HB 169, Disclosure of Legislative Ethics Complaints, would fix a constitutional issue in a law enacted in 1993, bill sponsor state Rep. Reena Szczepanski, D-Santa Fe, said. The current law prohibits both the complainant and committee staff from speaking publicly about a complaint even though the respondent to a complaint can speak publicly, she said. Szcepanski said the current law has “an uneven requirement,” and that passing HB 169 would make the law more equitable and restore the complainant’s constitutional right to free speech.
The bill generated a discussion around the constitutional right to free speech. Expert witness Matthew Beck, an Albuquerque attorney, said that members of the government, including legislators when they are acting as a member of a committee, do not have the same constitutional right to free speech because the government can “prohibit itself from speaking.”
“The free speech rights apply to the individual. The individual person can speak for their self. The individual always has the right under the First Amendment to free speech. The government does not have the right to free speech. If a person is acting as a committee member, the government can always prohibit itself from speaking,” Beck said.
Minority Floor Leader Gregory Baca, R-Belen, was the sole vote against the bill. He argued that he is not a member of the government and that since legislators are citizen legislators and unpaid, they are not the same as government employees and, therefore, their right to free speech should not be restrained.
“I better be careful myself. It’s very unclear where I sit,” he said. “Sitting on this committee we do not have that freedom to say what we want. We’re the opposite of a government entity. We’re a public entity, I would argue…I’m not sure this piece of legislation gets us where we want to go.”
Expert witness Marianna Anaya spoke on behalf of the bill. Anaya filed a sexual harassment complaint last year against state Sen. Daniel Ivey-Soto, D-Albuquerque. Ivey-Soto stepped down from his position as head of the powerful Senate Rules Committee after the allegations and shortly before the Senate Committee’s Committee met to determine if he should remain in the position. State Sen. Katy Duhigg, D-Albuquerque, replaced him.
Anaya said she was barred from speaking publicly while Ivey-Soto spoke to the press.
“There is more freedom to speak before the complaint process; the process as it currently stands limits the ability to speak,” Anaya said.
Duhigg said the Senate rules are archaic.
“The Senate rules still have in there a prohibition for the complainant to speak. There are consequences. They can be reprimanded, fined monetarily. The Senate rules need to catch up with the constitutional rights we are ensuring with this bill,” Duhigg said.
State Sen. Jerry Ortiz y Pino, D-Albuquerque, said he was worried that a person might file an unfounded complaint against a member of the legislature if this bill passed.

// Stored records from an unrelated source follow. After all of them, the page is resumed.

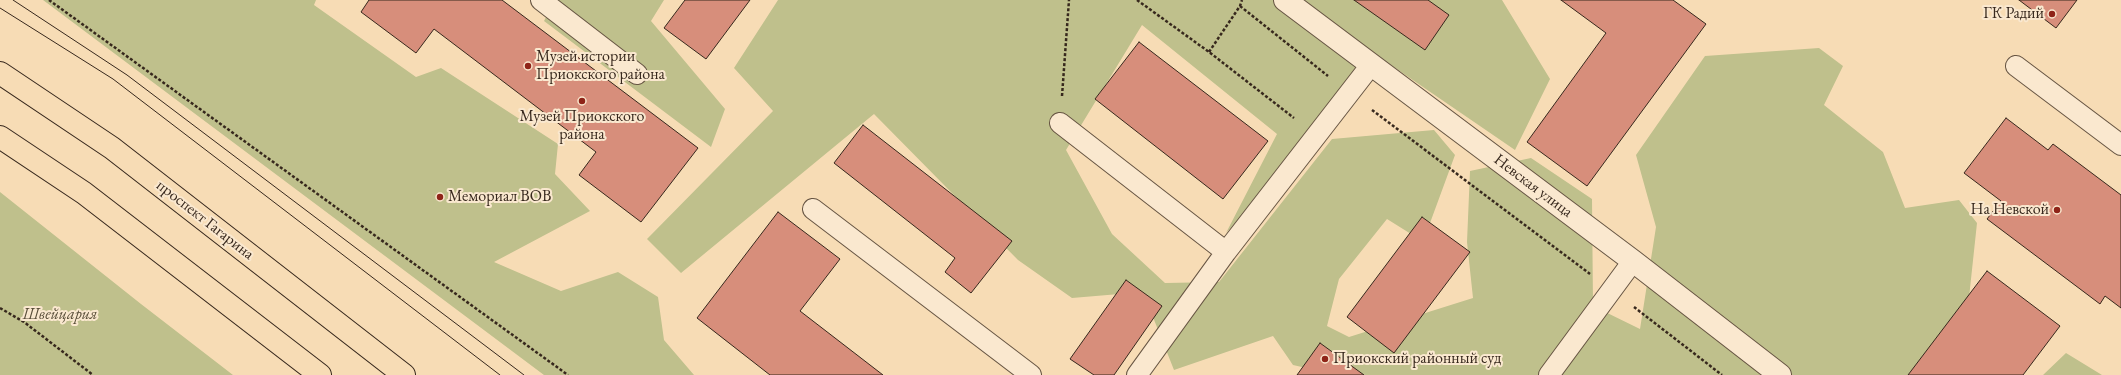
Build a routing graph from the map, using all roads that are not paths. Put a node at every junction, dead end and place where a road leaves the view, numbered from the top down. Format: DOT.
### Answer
graph roads {
  1 [pos="541,0"];
  2 [pos="1285,0"];
  3 [pos="1371,65"];
  4 [pos="2016,66"];
  5 [pos="0,73"];
  6 [pos="637,74"];
  7 [pos="1060,123"];
  8 [pos="0,137"];
  9 [pos="2121,145"];
  10 [pos="813,209"];
  11 [pos="1226,252"];
  12 [pos="1633,261"];
  13 [pos="320,375"];
  14 [pos="404,375"];
  15 [pos="1031,375"];
  16 [pos="1137,375"];
  17 [pos="1549,375"];
  18 [pos="1780,375"];
  1 -- 6 [label="lane"];
  2 -- 3 [label="street, Невская улица"];
  3 -- 11 [label="lane"];
  3 -- 12 [label="street, Невская улица"];
  4 -- 9 [label="lane"];
  5 -- 14 [label="main road, проспект Гагарина"];
  7 -- 11 [label="lane"];
  8 -- 13 [label="main road"];
  10 -- 15 [label="lane"];
  11 -- 16 [label="lane"];
  12 -- 17 [label="lane"];
  12 -- 18 [label="street, Невская улица"];
}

“It leaves the public official extremely vulnerable if a case is made against them and the ethics committee goes the other way, they’re still painted in the public eye as having committed the offense no matter what,” he said.
State Sen. Mark Moores, R-Albuquerque, argued that the Democrats passed the current law, which was enacted in 1993, despite Republicans complaints.
“This issue could have been fixed if the majority had listened to us. We clearly stated this law was unconstitutional,” Moores said.
Szczepanski said she researched the current law’s history but, because it was enacted so long ago, she wasn’t sure of the law’s original intent.
The bill heads next to the House Judiciary Committee.